Basic training, or boot camp, in the military is a unique and enlightening experience. It can be rigorous, both physically and mentally, depending on your mindset, maturity level and preparation.

Some fare better than others, and, in my recollection, some don't fare at all. As I recall, boot was more an exercise in mental toughness than it was physical. I was quick to discover the purpose of the drill instructor was to break down the recruits’ individuality, or autonomy, and replace it with a sense of unit cohesion - thinking as a group and following orders without question. In the heat of battle, these are the things that will keep them alive.

During training, the recruit was constantly badgered by the drill instructors, called any number of pejoratives, and forced to perform the most menial tasks. Again, this was, as I saw it, a test of mental toughness.

Through this process, one could see the cream rise to the top, while others were less capable of dealing with the abuse. To an observer, this may seem harsh, but it worked. That was many moons ago, when we were not so concerned with the precious feelings of our recruits.

As I stated, the process of breaking down and building a soldier, sailor, or Marine is sometimes not a pretty one. It's kind of like making sausage. The finished product is good, but you don't want to see how it's made.

Yet, occasionally, something tragic happens that shines a light on the process. Such it was on March 18 of this year, as a Marine recruit killed himself during the first week of boot camp at the Marine Corps Recruit Depot Parris Island, South Carolina.

Of all branches, Marine basic training is the toughest, but for one recruit, Raheel Siddiqui, it was particularly tough, and ended in his suicide.
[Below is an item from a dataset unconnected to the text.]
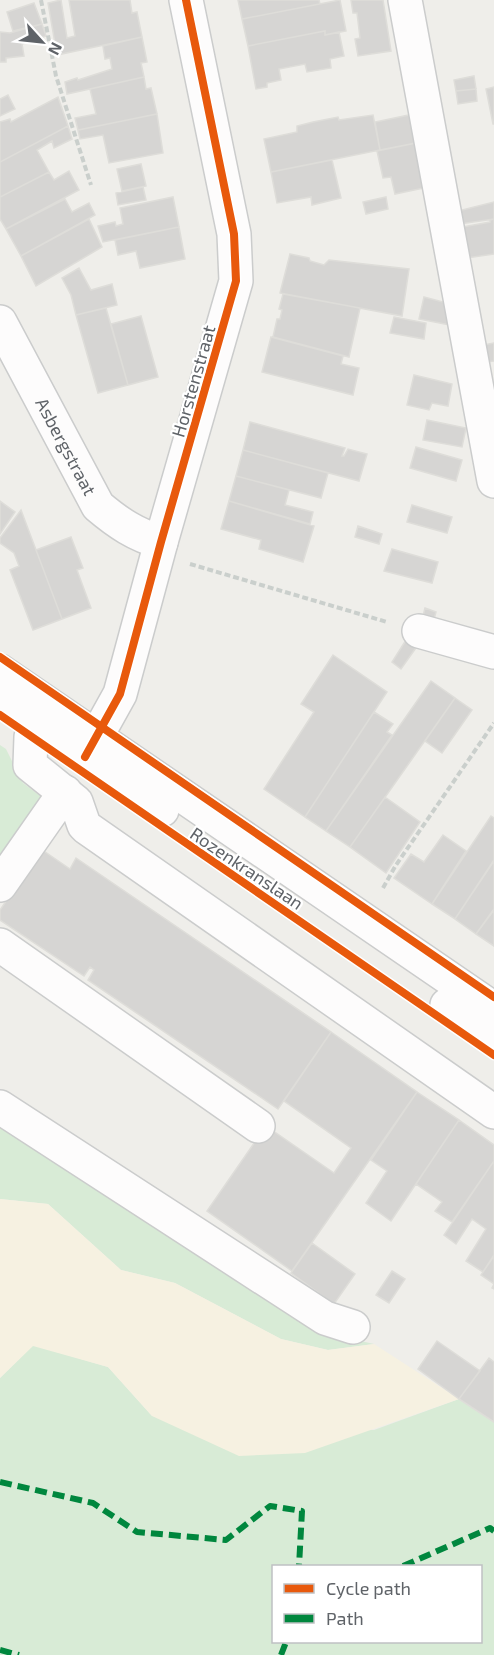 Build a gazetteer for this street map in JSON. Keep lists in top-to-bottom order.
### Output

It began on March 13, when the recruit, prior to his first full day of training, threatened to kill himself. "He described a plan to jump out a squad bay window, investigators found, but later recanted and was allowed to remain in training." That's not a very good start and a red flag in my book. He was obviously not prepared for what was to come.

During the investigation, it was found that his drill instructors referred to him as "a terrorist, presumably in reference to his Muslim background. One drill instructor asked the recruit if he needed his turban," officials said.

Now, one might think that this is totally out of line and insensitive, yet, they also found that the instructors, "referred to one recruit born in Russia as ‘the Russian’ and ‘cosmonaut,’ and asked him if he was a communist spy."

This is what happens folks - guys are singled out from time to time. I've seen it - I've experienced it firsthand. You suck it up and move forward - that's what you do. These guys are being trained to be Marines, not Girl Scouts.

Military.com reported that, "in Siddiqui's unit, recruits were subjected to unauthorized incentive training, in which they would lift footlockers, day packs and other heavy items and clean the squad bay in uncomfortable positions using small scrub brushes for hours. Drill instructors would push and shove recruits and use Marine Corps Martial Arts Program training as an opportunity to pit recruits against each other, sometimes in physically unfair matchups."

Well boo freaking hoo - having to lift heavy objects and scrub toilets with a toothbrush. Whoop-dee-do! And yes, having to fight somebody bigger and stronger than you is unfair because it will never happen during an actual operation or deployment.

Drill instructors told investigators that recruits would occasionally fake injury, illness or even tell of suicidal thoughts to be excused from training. So what were the drill instructors supposed to do? Capitulate to every whiner in the squad? Their job is that of a drill instructor, not a nursemaid or psychologist.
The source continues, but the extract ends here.